Data extracted from a collection:
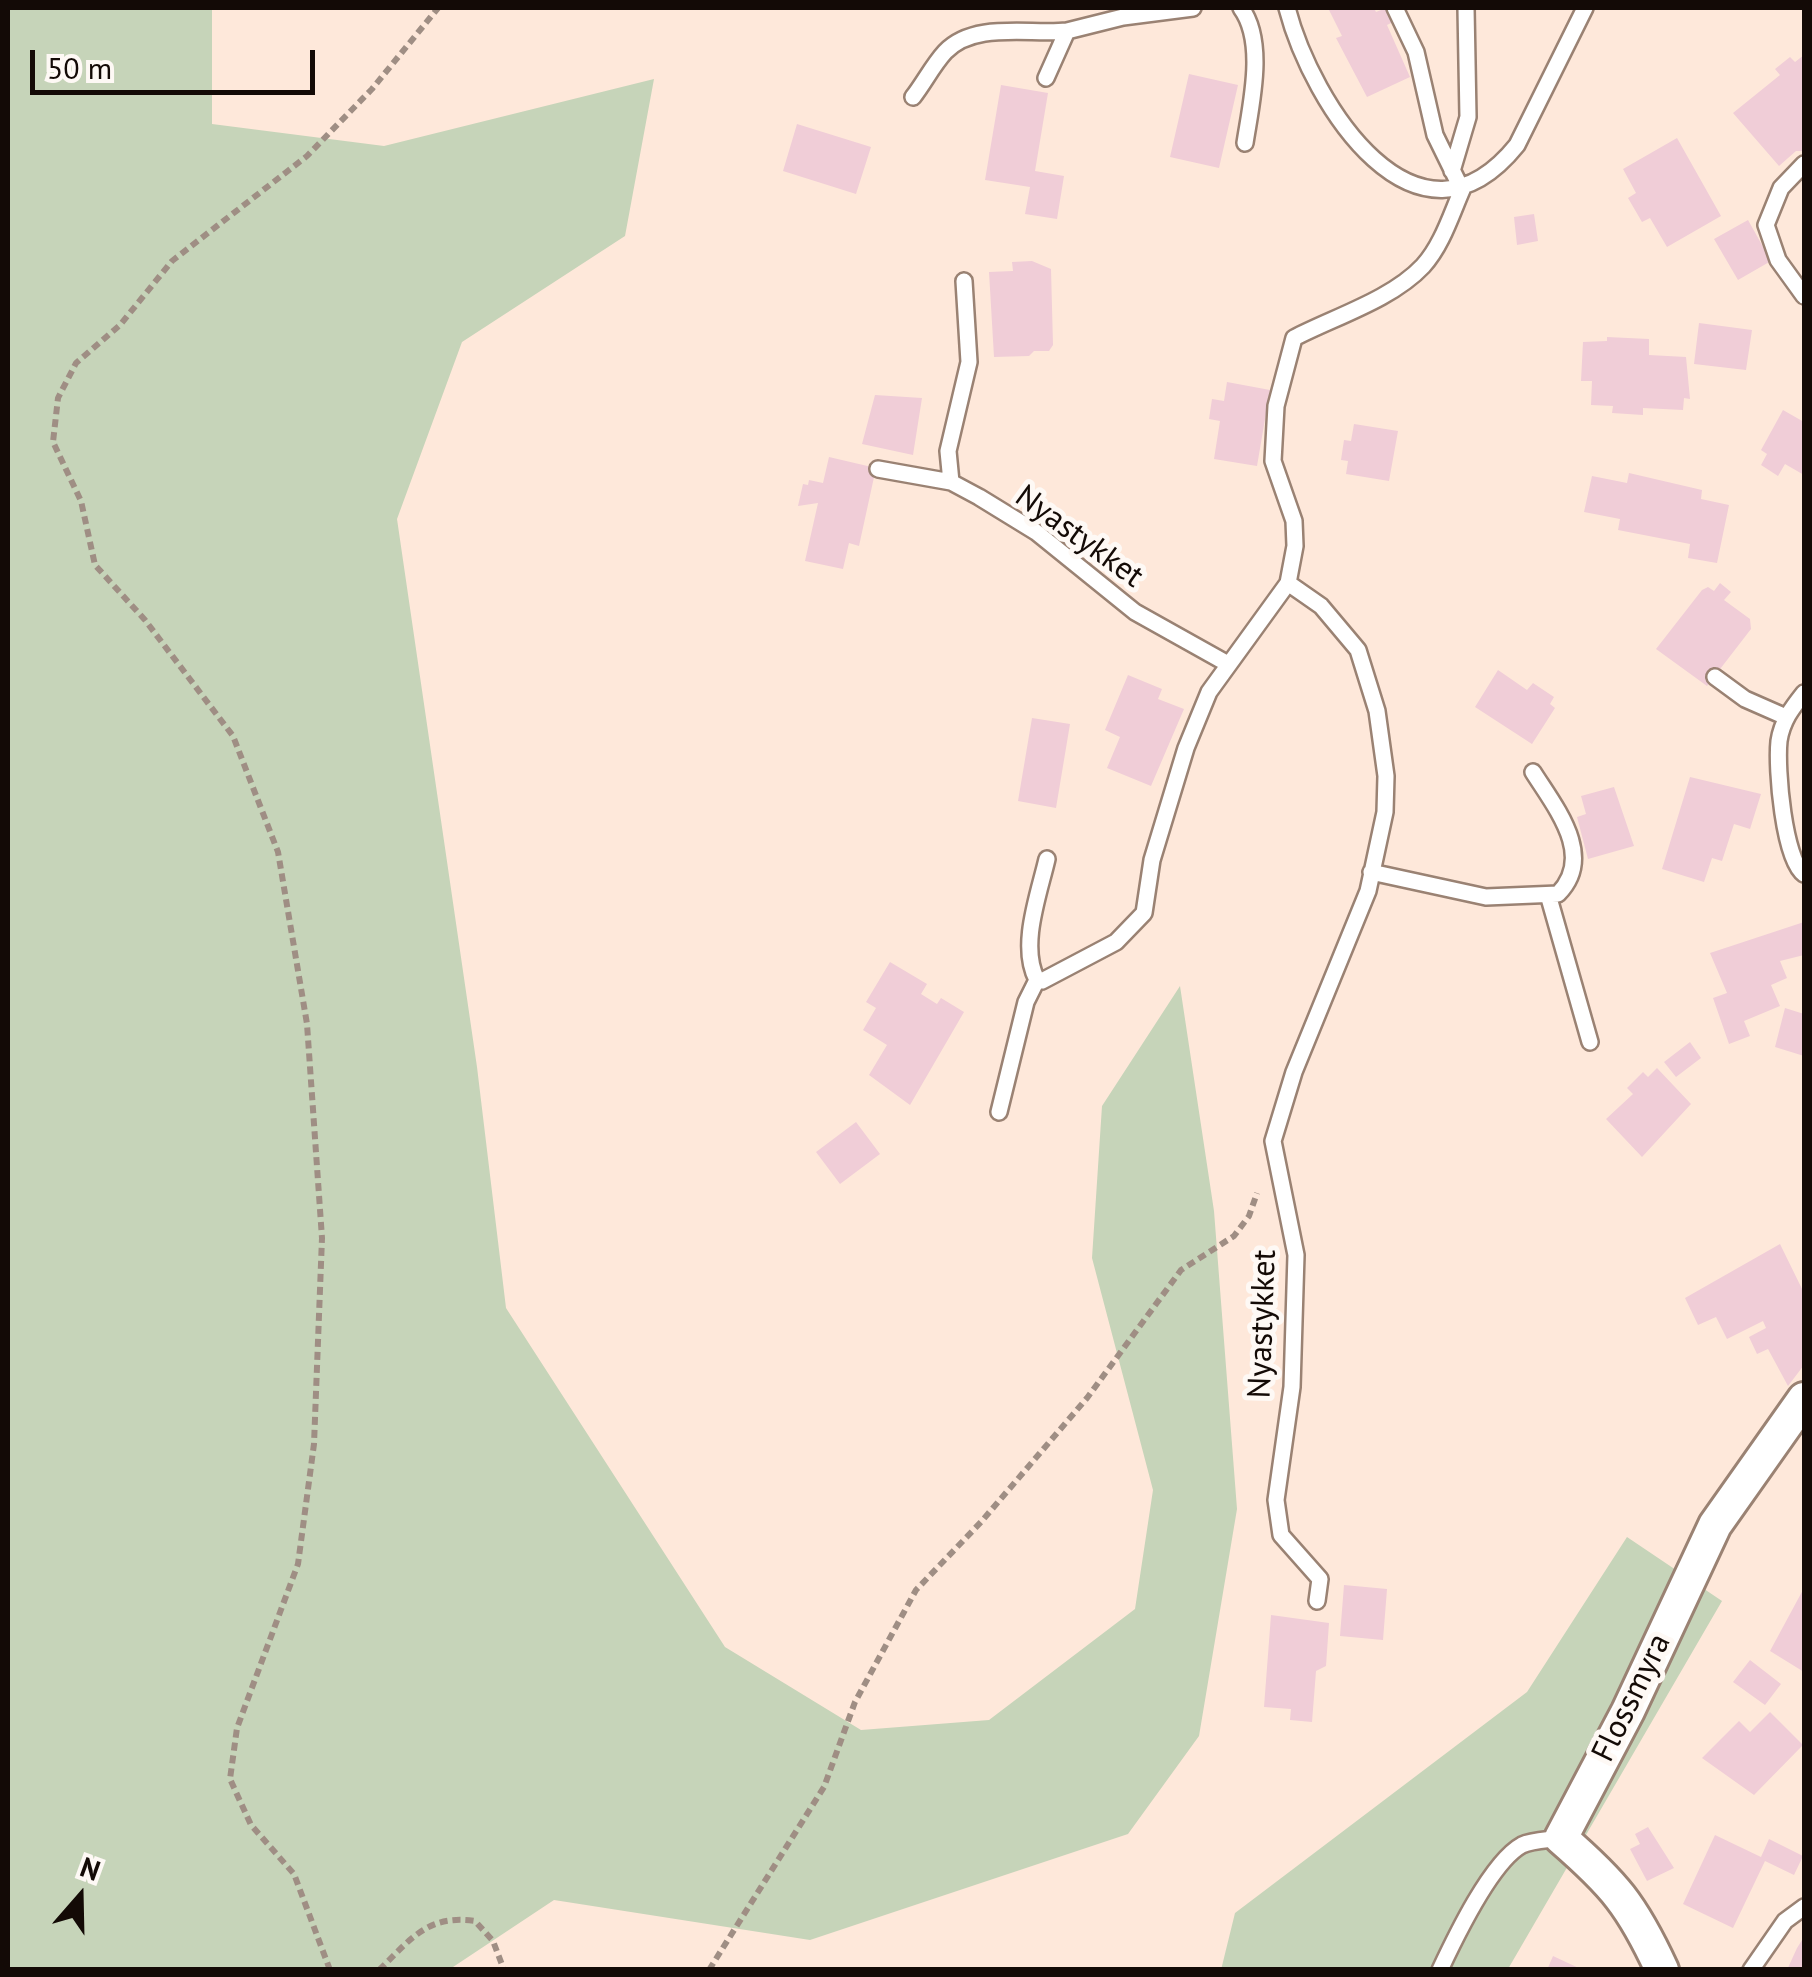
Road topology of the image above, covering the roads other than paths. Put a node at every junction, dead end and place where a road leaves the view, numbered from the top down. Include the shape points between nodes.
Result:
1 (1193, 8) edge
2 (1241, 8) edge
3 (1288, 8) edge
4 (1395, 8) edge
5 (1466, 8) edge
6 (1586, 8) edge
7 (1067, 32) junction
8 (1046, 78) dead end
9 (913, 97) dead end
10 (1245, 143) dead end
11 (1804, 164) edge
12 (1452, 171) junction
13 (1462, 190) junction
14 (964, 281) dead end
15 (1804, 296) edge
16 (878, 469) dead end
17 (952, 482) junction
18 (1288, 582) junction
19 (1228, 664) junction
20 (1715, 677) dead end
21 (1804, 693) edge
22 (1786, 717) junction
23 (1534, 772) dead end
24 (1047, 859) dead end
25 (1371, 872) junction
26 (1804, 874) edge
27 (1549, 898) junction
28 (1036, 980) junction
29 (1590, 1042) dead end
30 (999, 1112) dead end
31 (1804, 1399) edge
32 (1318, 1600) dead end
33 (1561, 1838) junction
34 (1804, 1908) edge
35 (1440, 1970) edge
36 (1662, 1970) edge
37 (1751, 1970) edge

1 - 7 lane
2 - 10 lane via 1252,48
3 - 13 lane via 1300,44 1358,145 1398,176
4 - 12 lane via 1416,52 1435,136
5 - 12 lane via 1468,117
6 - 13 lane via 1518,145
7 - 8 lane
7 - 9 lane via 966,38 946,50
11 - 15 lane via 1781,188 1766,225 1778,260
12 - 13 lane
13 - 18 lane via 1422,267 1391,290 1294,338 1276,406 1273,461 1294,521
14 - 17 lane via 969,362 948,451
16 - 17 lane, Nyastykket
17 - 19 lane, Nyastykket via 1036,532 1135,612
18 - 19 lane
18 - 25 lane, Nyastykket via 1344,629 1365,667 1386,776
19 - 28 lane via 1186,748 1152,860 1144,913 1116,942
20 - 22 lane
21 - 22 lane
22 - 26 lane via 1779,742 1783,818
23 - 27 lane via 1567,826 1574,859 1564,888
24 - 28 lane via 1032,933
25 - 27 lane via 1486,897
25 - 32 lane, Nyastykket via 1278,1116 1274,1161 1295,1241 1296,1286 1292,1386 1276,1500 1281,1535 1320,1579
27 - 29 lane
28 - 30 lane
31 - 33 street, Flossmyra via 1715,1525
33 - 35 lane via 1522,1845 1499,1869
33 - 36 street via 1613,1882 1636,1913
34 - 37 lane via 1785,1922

◆ **What to work on**: Note every line of the records that holds the word "street", and copy it.

◆ **Solution for this problem**:
31 - 33 street, Flossmyra via 1715,1525
33 - 36 street via 1613,1882 1636,1913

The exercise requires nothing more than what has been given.